» ABOUT THIS TASK: Report how many lines of the data below contain "index". Give nothing besides the number.

INFORMATION GIVEN Start Marker

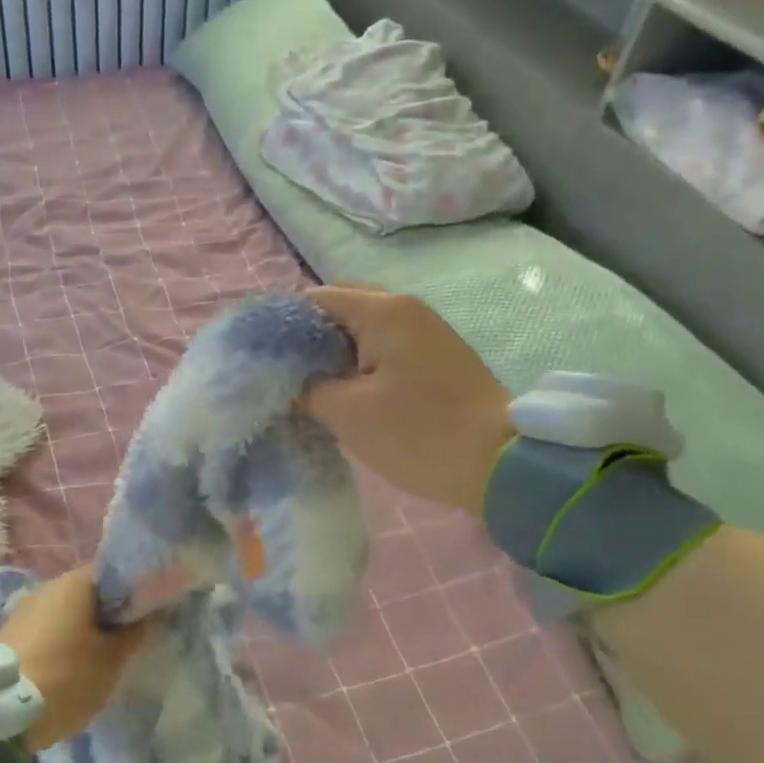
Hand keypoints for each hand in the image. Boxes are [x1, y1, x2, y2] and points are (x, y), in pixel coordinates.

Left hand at [0, 564, 150, 750]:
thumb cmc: (65, 677)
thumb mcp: (112, 660)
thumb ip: (136, 632)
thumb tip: (157, 611)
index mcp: (76, 581)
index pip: (115, 572)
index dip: (136, 589)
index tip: (150, 611)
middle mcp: (49, 586)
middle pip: (90, 593)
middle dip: (110, 613)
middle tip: (130, 639)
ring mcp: (27, 610)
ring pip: (68, 613)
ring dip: (86, 630)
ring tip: (103, 658)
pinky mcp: (12, 635)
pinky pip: (49, 630)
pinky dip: (64, 642)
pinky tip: (72, 668)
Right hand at [302, 285, 515, 515]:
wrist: (503, 464)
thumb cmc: (419, 432)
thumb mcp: (348, 413)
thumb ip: (306, 388)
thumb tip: (285, 378)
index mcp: (383, 311)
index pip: (315, 299)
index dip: (282, 325)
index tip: (261, 357)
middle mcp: (405, 309)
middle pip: (340, 309)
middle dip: (308, 339)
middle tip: (285, 374)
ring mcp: (426, 332)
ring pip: (363, 331)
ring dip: (334, 353)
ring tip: (309, 387)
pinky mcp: (437, 357)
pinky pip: (385, 348)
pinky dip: (359, 363)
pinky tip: (345, 394)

INFORMATION GIVEN End Marker

» THE COMPLETED TASK: 8